==== Task material ====

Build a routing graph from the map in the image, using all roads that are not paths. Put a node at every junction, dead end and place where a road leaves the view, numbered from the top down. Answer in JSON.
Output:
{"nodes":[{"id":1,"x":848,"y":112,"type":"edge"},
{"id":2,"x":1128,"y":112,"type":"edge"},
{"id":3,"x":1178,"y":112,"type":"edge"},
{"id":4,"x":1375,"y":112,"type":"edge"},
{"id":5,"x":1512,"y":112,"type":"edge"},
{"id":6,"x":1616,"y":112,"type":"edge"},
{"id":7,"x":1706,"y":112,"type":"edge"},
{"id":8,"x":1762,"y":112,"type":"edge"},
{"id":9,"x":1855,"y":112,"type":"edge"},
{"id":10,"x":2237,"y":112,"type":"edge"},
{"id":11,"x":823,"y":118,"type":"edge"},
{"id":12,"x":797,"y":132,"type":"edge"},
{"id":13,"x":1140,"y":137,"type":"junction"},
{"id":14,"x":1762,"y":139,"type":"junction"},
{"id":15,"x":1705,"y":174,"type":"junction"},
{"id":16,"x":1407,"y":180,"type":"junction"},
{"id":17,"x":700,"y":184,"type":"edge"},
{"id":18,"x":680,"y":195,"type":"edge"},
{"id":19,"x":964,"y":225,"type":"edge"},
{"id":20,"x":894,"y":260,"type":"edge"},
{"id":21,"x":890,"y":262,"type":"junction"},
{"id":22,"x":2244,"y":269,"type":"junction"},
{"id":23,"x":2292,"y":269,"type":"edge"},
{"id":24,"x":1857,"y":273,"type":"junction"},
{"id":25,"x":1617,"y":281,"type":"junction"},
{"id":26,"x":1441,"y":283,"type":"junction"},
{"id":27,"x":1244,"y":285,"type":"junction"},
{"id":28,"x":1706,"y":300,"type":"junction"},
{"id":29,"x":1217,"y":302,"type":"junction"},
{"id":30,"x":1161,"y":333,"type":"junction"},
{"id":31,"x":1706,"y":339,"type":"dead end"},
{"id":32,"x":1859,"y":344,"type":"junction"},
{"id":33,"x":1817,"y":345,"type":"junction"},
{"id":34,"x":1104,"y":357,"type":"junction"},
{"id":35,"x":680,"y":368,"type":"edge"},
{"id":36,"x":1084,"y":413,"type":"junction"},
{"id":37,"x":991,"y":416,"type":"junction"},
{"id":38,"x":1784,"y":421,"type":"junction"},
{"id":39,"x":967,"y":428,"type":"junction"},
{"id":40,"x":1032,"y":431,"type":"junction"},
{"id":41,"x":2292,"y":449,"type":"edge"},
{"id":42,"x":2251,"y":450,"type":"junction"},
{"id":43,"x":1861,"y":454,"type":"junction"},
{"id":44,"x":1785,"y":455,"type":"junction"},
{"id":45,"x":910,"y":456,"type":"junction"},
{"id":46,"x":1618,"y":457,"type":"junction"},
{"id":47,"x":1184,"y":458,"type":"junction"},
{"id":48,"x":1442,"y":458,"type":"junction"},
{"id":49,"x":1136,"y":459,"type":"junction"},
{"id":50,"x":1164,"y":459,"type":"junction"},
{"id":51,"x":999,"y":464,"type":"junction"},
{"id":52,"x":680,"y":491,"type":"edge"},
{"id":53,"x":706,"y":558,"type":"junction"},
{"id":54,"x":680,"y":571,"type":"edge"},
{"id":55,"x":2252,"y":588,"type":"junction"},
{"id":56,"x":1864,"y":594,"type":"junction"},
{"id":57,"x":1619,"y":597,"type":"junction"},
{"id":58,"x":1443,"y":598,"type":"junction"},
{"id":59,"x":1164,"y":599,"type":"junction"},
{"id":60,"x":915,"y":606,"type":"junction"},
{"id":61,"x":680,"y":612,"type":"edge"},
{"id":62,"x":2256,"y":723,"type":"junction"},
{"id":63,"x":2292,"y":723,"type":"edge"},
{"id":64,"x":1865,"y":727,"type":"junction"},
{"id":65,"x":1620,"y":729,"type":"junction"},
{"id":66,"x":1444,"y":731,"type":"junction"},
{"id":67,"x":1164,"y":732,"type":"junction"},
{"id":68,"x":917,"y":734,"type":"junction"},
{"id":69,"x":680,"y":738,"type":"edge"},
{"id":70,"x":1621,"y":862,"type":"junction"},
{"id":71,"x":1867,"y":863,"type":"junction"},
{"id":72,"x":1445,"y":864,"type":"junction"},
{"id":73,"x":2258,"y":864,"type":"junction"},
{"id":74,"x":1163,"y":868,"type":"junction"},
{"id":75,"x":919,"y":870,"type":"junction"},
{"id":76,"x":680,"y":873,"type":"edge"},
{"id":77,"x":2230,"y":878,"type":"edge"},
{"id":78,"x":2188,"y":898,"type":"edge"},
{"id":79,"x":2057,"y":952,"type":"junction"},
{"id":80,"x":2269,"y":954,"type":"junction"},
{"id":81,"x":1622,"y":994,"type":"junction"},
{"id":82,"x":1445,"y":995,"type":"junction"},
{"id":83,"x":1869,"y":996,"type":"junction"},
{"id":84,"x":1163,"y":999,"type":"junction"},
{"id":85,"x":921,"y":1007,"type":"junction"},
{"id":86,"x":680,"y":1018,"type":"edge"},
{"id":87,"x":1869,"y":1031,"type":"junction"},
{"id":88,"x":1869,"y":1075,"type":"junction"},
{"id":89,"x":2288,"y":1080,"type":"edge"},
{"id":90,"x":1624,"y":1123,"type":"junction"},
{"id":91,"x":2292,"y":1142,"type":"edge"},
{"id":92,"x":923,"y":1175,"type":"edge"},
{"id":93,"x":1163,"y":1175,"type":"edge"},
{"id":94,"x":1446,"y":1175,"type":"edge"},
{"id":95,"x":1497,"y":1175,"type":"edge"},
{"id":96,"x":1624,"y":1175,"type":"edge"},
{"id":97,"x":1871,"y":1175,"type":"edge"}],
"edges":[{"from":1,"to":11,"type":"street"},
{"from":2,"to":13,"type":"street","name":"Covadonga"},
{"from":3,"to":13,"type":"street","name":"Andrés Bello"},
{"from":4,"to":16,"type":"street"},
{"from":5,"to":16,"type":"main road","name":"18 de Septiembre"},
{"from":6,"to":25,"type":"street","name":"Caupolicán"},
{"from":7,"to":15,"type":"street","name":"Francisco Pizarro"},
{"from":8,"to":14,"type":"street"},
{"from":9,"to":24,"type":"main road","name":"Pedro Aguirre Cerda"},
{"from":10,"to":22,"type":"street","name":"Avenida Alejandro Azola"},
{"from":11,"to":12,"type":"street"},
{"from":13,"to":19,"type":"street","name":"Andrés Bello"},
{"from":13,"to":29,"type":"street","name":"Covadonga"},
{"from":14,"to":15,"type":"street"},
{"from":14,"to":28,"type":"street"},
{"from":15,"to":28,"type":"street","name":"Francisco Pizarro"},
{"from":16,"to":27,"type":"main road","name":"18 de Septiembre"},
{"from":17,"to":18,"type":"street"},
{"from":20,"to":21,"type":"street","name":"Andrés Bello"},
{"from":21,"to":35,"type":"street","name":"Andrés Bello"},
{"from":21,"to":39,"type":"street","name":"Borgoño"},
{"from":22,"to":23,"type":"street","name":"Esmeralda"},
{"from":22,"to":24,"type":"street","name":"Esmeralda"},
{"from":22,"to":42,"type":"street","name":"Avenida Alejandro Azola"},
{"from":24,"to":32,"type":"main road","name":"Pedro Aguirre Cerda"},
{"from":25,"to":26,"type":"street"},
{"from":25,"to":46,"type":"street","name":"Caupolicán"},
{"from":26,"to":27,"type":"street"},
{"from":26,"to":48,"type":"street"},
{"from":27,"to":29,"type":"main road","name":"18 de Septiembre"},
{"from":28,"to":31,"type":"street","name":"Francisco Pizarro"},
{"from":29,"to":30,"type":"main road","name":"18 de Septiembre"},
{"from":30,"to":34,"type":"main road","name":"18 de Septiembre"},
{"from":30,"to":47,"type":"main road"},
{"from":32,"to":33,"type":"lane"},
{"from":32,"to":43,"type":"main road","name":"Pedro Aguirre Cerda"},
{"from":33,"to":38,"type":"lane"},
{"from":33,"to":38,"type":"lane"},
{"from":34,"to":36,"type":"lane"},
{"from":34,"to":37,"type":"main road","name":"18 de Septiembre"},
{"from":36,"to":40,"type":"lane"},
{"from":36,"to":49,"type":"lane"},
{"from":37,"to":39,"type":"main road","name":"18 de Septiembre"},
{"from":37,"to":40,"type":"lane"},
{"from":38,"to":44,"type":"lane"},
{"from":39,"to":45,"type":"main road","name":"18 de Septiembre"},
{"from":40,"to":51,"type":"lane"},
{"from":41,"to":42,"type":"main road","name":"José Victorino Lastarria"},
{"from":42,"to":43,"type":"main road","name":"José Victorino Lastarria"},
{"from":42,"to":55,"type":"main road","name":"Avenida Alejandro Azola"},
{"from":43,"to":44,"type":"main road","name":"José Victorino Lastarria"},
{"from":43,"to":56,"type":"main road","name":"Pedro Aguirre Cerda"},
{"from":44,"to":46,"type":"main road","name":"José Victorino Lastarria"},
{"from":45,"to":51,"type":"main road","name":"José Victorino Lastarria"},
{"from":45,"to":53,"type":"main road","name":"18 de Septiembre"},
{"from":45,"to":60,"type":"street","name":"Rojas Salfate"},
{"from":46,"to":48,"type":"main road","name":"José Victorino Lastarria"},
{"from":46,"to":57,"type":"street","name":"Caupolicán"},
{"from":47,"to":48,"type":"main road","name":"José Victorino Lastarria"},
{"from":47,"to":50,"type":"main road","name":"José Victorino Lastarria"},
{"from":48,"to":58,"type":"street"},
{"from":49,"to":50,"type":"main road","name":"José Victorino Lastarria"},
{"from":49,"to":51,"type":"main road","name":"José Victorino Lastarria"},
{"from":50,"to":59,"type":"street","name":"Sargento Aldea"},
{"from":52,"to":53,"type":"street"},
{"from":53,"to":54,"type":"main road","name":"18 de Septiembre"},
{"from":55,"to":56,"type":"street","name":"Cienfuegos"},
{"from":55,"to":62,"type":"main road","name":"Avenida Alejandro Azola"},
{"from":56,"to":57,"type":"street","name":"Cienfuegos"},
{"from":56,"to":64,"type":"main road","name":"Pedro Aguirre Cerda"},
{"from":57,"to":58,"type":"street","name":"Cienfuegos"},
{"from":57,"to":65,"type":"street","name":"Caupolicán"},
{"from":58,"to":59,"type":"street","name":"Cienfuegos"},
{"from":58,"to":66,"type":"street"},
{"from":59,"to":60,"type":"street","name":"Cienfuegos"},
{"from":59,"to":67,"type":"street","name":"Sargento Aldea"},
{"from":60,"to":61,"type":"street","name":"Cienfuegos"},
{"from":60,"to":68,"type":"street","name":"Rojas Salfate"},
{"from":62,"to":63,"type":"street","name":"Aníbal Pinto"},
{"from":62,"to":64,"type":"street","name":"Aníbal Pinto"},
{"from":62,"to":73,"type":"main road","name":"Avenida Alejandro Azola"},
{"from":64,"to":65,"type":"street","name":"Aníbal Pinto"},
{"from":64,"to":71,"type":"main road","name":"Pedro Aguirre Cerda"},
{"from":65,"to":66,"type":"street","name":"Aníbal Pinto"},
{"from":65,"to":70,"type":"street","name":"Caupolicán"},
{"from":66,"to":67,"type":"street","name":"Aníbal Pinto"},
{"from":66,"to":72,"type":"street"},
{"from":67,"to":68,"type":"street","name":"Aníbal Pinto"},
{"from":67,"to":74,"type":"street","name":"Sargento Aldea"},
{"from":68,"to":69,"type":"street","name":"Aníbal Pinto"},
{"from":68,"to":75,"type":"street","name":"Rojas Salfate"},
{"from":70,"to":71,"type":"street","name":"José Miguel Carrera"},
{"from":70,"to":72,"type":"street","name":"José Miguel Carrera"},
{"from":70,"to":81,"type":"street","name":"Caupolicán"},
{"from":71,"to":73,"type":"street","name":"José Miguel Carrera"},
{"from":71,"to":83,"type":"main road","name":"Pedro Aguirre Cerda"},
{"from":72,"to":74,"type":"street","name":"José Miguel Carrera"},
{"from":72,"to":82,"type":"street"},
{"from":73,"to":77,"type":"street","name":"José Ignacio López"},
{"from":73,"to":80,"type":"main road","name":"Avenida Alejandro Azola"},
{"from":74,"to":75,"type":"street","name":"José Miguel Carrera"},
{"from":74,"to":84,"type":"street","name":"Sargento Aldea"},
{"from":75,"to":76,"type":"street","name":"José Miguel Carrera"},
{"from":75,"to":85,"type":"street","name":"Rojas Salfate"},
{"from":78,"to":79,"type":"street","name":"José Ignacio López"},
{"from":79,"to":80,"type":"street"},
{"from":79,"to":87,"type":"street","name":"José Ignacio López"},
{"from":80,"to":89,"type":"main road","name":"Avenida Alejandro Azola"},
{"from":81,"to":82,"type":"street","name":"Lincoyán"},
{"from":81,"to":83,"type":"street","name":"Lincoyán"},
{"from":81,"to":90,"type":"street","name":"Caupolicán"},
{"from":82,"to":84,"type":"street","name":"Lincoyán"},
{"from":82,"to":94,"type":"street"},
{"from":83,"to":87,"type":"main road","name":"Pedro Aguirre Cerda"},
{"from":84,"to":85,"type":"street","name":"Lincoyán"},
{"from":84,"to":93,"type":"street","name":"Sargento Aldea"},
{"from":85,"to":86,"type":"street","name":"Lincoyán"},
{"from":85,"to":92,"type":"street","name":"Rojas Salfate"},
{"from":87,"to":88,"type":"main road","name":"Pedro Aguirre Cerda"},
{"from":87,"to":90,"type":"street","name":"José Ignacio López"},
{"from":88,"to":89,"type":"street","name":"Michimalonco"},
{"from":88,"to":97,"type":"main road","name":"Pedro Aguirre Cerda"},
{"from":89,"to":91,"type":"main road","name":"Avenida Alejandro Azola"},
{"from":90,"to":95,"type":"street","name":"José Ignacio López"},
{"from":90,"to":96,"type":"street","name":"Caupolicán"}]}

====

- [What is required]: What lines in the entries above hold "Aldea"? Copy every one.

- [Finished task]:
{"from":50,"to":59,"type":"street","name":"Sargento Aldea"},
{"from":59,"to":67,"type":"street","name":"Sargento Aldea"},
{"from":67,"to":74,"type":"street","name":"Sargento Aldea"},
{"from":74,"to":84,"type":"street","name":"Sargento Aldea"},
{"from":84,"to":93,"type":"street","name":"Sargento Aldea"},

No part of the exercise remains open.